Women and men alike put a huge focus on what our bodies look like and “should” look like. Fat. Skinny. Tall. Short. Women come in all shapes and sizes and that is okay! Mass media continually purports this idea that women have to be teeny tiny and have the “perfect” body, but shame on us for allowing what the media shows to influence us. Shame on the media for being so outright disrespectful to women and society for letting them. Poor Kate Middleton has been the hot topic of ignorant and bitchy people everywhere. First of all, she looked damn good for just having given birth! Second, who cares?! She just gave birth to the equivalent of a bowling ball. Thank you Kate for being willing to show your beautiful postpartum body! And thank you Kristen Bell for being adorable and hilarious and a hero to women everywhere for her breast pump tweet at the CMAs in June. Her new post-baby curves looked great!
I would like for my daughters to grow up in a world that isn't going to demean them for not being a size 2 every day of their life, especially the days and months and years after they have created life.

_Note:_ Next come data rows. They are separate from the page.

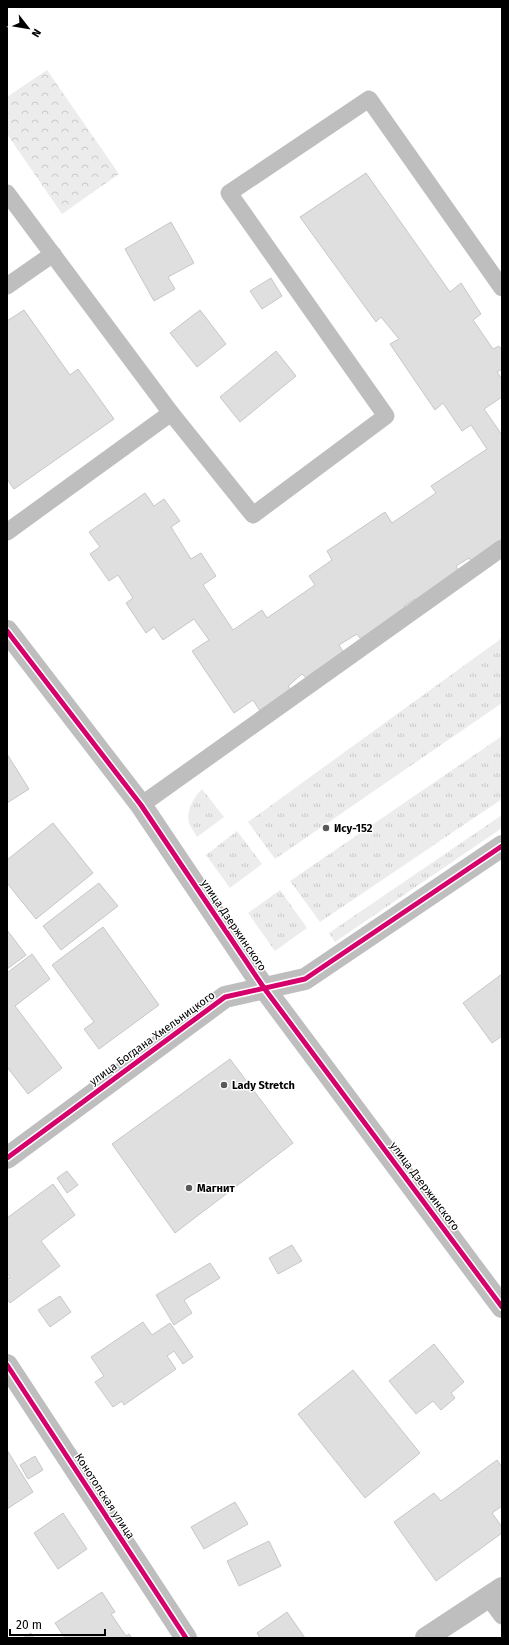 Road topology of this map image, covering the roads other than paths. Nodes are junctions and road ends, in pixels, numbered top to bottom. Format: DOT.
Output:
graph roads {
  1 [pos="7,193"];
  2 [pos="53,254"];
  3 [pos="7,286"];
  4 [pos="502,288"];
  5 [pos="171,413"];
  6 [pos="7,532"];
  7 [pos="502,548"];
  8 [pos="7,631"];
  9 [pos="141,805"];
  10 [pos="502,846"];
  11 [pos="264,988"];
  12 [pos="7,1158"];
  13 [pos="502,1307"];
  14 [pos="7,1365"];
  15 [pos="495,1592"];
  16 [pos="502,1616"];
  17 [pos="186,1638"];
  18 [pos="426,1638"];
  1 -- 2 [label="lane"];
  2 -- 3 [label="lane"];
  2 -- 5 [label="lane"];
  4 -- 5 [label="lane"];
  5 -- 6 [label="lane"];
  7 -- 9 [label="lane"];
  8 -- 9 [label="street, улица Дзержинского"];
  9 -- 11 [label="street, улица Дзержинского"];
  10 -- 11 [label="street, улица Богдана Хмельницкого"];
  11 -- 12 [label="street, улица Богдана Хмельницкого"];
  11 -- 13 [label="street, улица Дзержинского"];
  14 -- 17 [label="street, Конотопская улица"];
  15 -- 16 [label="lane"];
  15 -- 18 [label="street"];
} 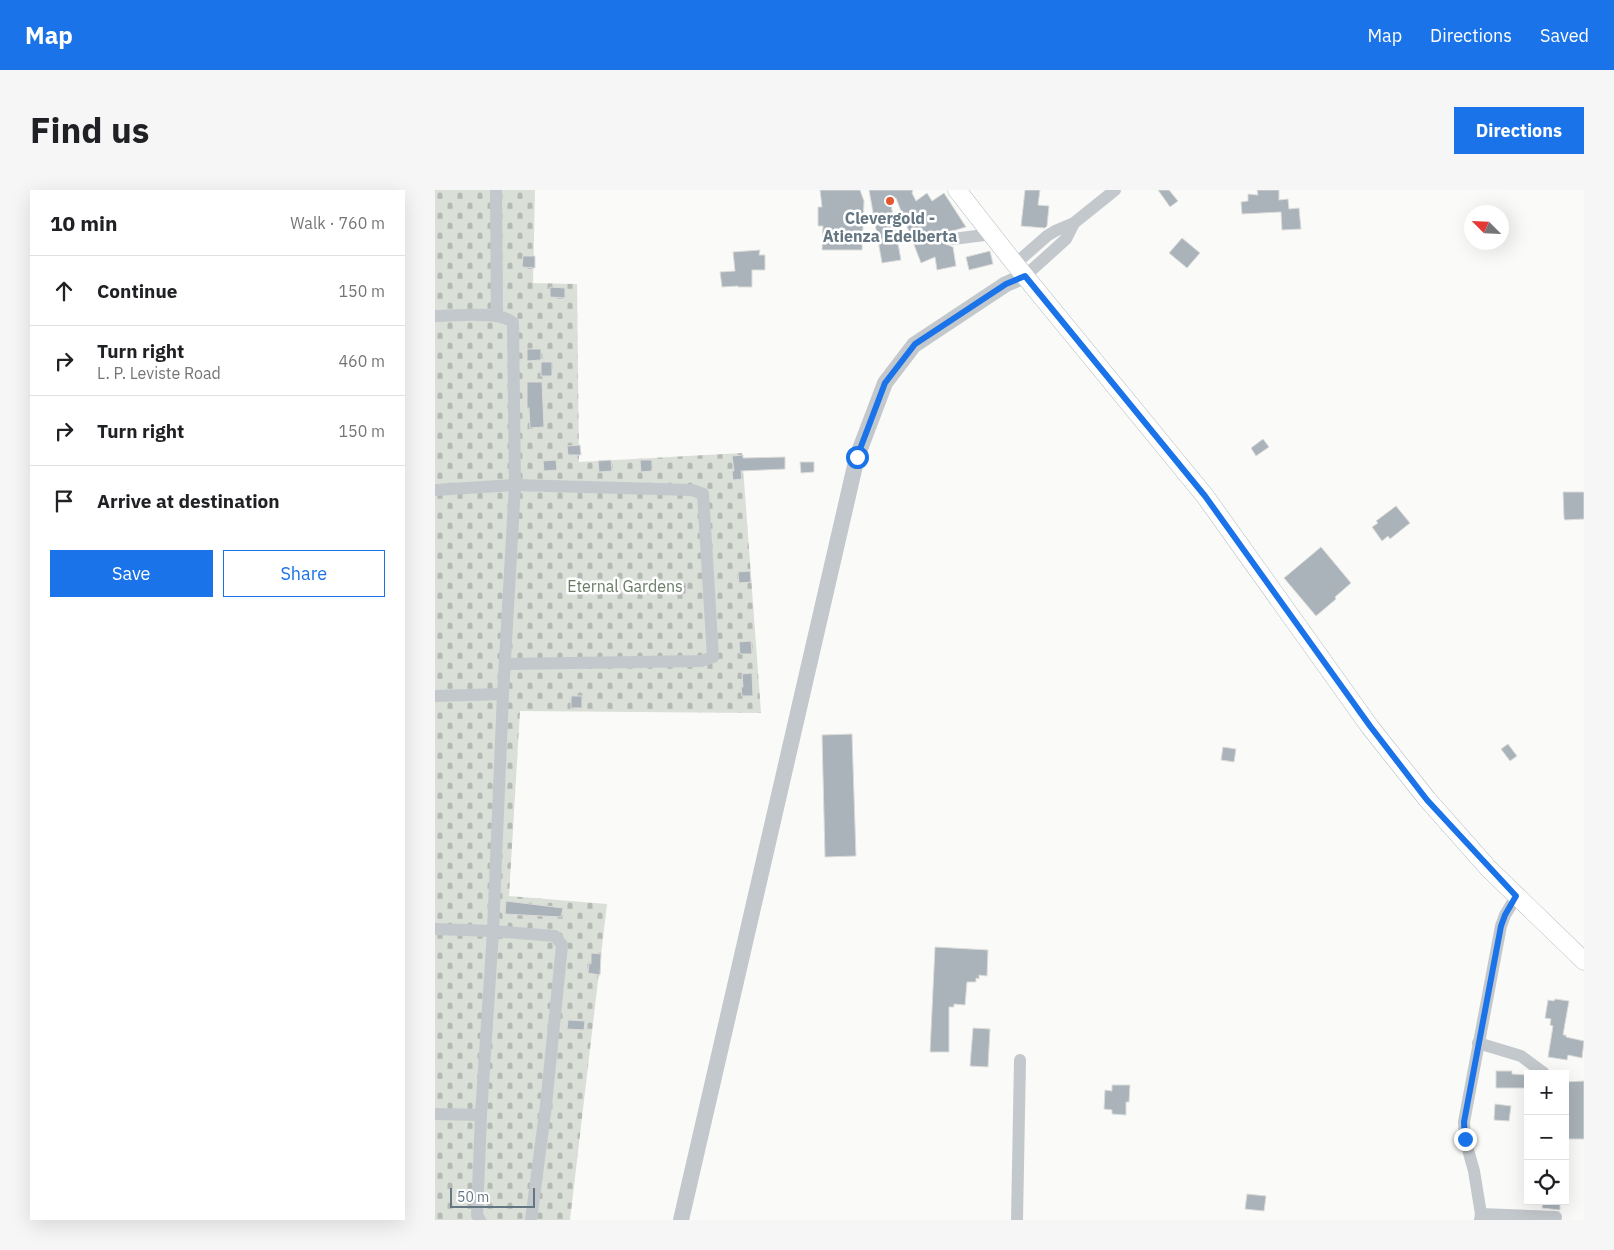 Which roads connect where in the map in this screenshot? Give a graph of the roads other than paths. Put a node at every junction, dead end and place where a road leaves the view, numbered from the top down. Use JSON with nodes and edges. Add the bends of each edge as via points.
{"nodes":[{"id":1,"x":496,"y":190,"type":"edge"},
{"id":2,"x":957,"y":190,"type":"edge"},
{"id":3,"x":1115,"y":190,"type":"edge"},
{"id":4,"x":992,"y":234,"type":"junction"},
{"id":5,"x":953,"y":239,"type":"dead end"},
{"id":6,"x":1020,"y":270,"type":"junction"},
{"id":7,"x":435,"y":316,"type":"edge"},
{"id":8,"x":497,"y":316,"type":"junction"},
{"id":9,"x":515,"y":485,"type":"junction"},
{"id":10,"x":435,"y":490,"type":"edge"},
{"id":11,"x":505,"y":664,"type":"junction"},
{"id":12,"x":503,"y":694,"type":"junction"},
{"id":13,"x":435,"y":696,"type":"edge"},
{"id":14,"x":1516,"y":896,"type":"junction"},
{"id":15,"x":435,"y":929,"type":"edge"},
{"id":16,"x":493,"y":930,"type":"junction"},
{"id":17,"x":1584,"y":961,"type":"edge"},
{"id":18,"x":1479,"y":1043,"type":"junction"},
{"id":19,"x":1019,"y":1060,"type":"dead end"},
{"id":20,"x":1540,"y":1070,"type":"edge"},
{"id":21,"x":435,"y":1114,"type":"edge"},
{"id":22,"x":481,"y":1115,"type":"junction"},
{"id":23,"x":1480,"y":1217,"type":"edge"},
{"id":24,"x":1556,"y":1217,"type":"dead end"},
{"id":25,"x":477,"y":1218,"type":"edge"},
{"id":26,"x":531,"y":1220,"type":"edge"},
{"id":27,"x":681,"y":1220,"type":"edge"},
{"id":28,"x":1017,"y":1220,"type":"edge"}],
"edges":[{"from":1,"to":8,"type":"street"},
{"from":2,"to":4,"type":"main road"},
{"from":3,"to":6,"type":"street","via":[[1074,223],[1066,239]]},
{"from":4,"to":5,"type":"street"},
{"from":4,"to":6,"type":"main road"},
{"from":6,"to":14,"type":"main road","via":[[1205,496],[1427,800]]},
{"from":6,"to":27,"type":"street","via":[[1006,284],[915,344],[885,383],[857,457]]},
{"from":7,"to":8,"type":"street"},
{"from":8,"to":9,"type":"street","via":[[513,323]]},
{"from":9,"to":10,"type":"street"},
{"from":9,"to":11,"type":"street"},
{"from":9,"to":11,"type":"street","via":[[692,490],[703,494],[713,657],[701,661]]},
{"from":11,"to":12,"type":"street"},
{"from":12,"to":13,"type":"street"},
{"from":12,"to":16,"type":"street"},
{"from":14,"to":17,"type":"main road"},
{"from":14,"to":18,"type":"street","via":[[1501,926]]},
{"from":15,"to":16,"type":"street"},
{"from":16,"to":22,"type":"street"},
{"from":16,"to":26,"type":"street","via":[[555,936],[562,946]]},
{"from":18,"to":20,"type":"street","via":[[1521,1056]]},
{"from":18,"to":23,"type":"street","via":[[1464,1122]]},
{"from":19,"to":28,"type":"street"},
{"from":21,"to":22,"type":"street"},
{"from":22,"to":25,"type":"street"},
{"from":23,"to":24,"type":"street"}]} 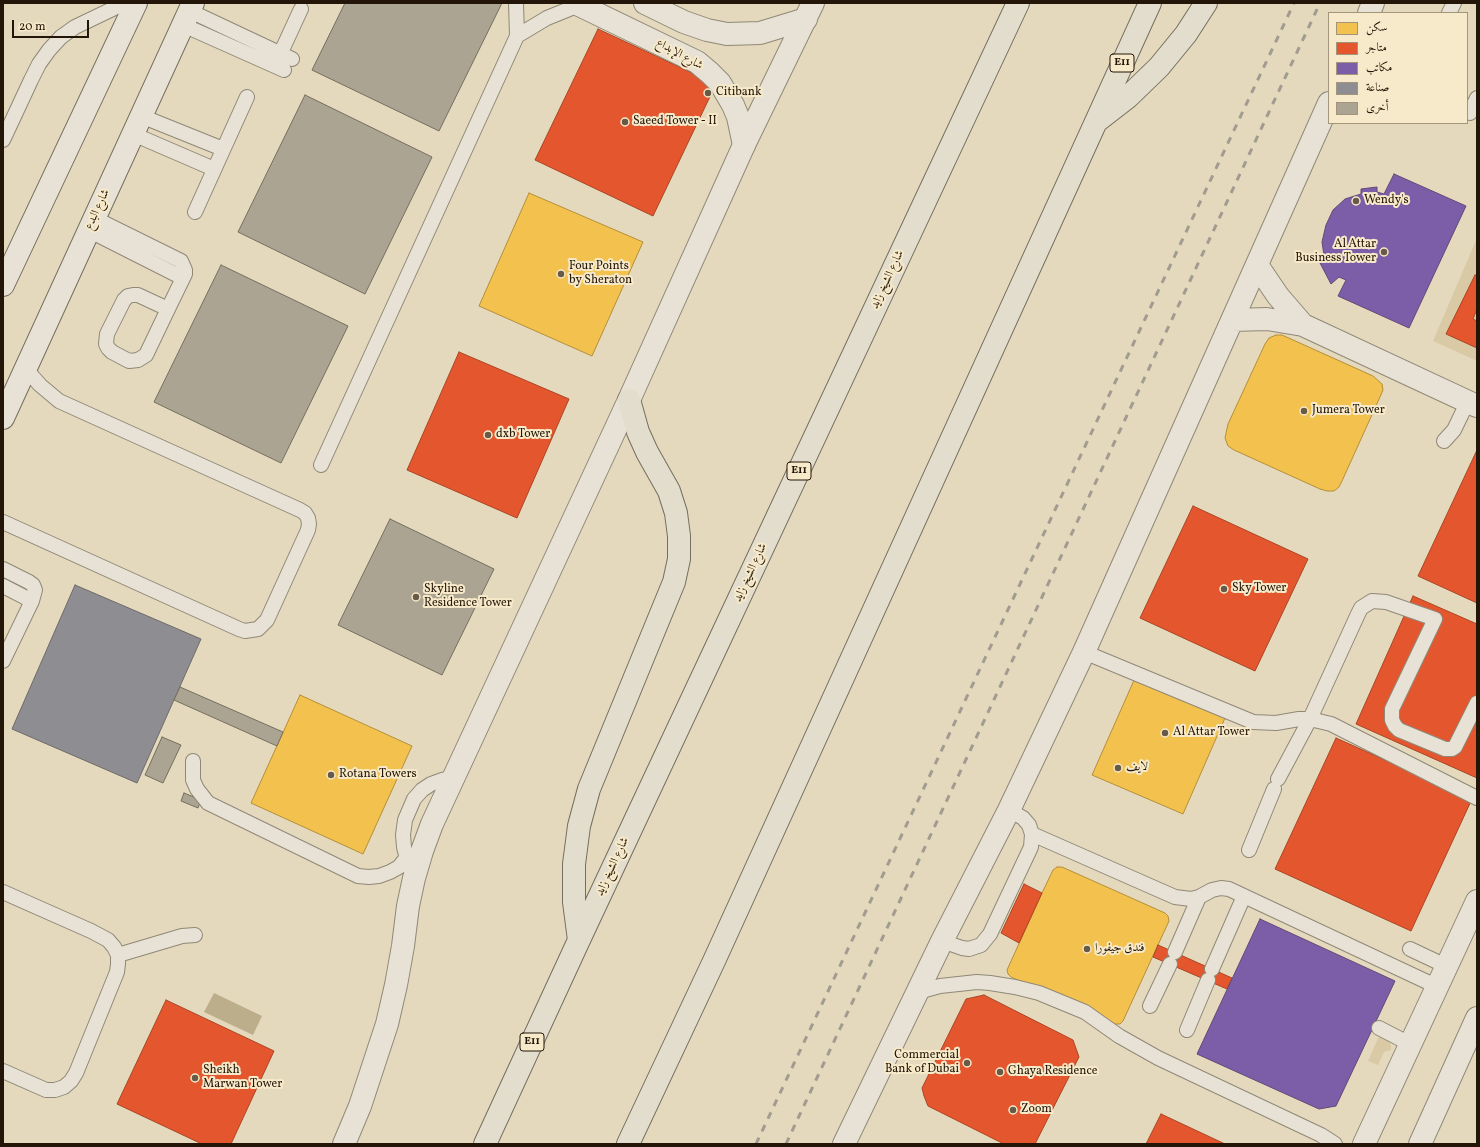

A little over 10 years ago, I gave birth to my first child. I've had 3 more children since, including twins. After that first pregnancy, I realized my body was never going to be the same. At first, I struggled with the idea that I might not ever wear a bikini in public again. My body had taken on a new shape. Wider hips. Bigger ass. Saggy skin—my skin seemed to take on a whole new life of its own around my abdomen. And boobs! I was well-endowed before I had kids, and with each pregnancy (regardless of the weight of the rest of me) the boobs kept getting bigger.
Women are told over and over again that being skinny is the most important thing. It’s not the most important thing. Not even close. I choose happy as being the most important thing in life.
My new postpartum body was anything but the “perfect” body that I thought I needed to have, and that mainstream media suggested I should have. I wanted my skinny jeans back. And then there was the “ah-ha” moment when I realized that I had the perfect body to have given birth to 4 children with. The boobs that were each bigger than a nursing baby’s head? They were here to stay. The zebra-striped stretch marks on my stomach? They were only there because I grew babies! Those scars are a part of me and a part of my body, and I earned those f*ucking stripes by carrying and birthing my four children. I’m happy. I have a wonderful family. Who the f*ck cares if my body is or isn't “perfect” by anyone else’s standards? I've chosen not to let the media define what I should look like. That also makes me happy.
Oh, and a body that can grow little miracle?! Now that IS the perfect body.
Side note: my perfect body is different from your perfect body and everyone else's. Not everyone's perfect body birthed a baby. My perfect body just happened to have done that. Women earn their stripes in all sorts of ways. The point is, the mainstream media shouldn't influence what and how we look, postpartum or otherwise.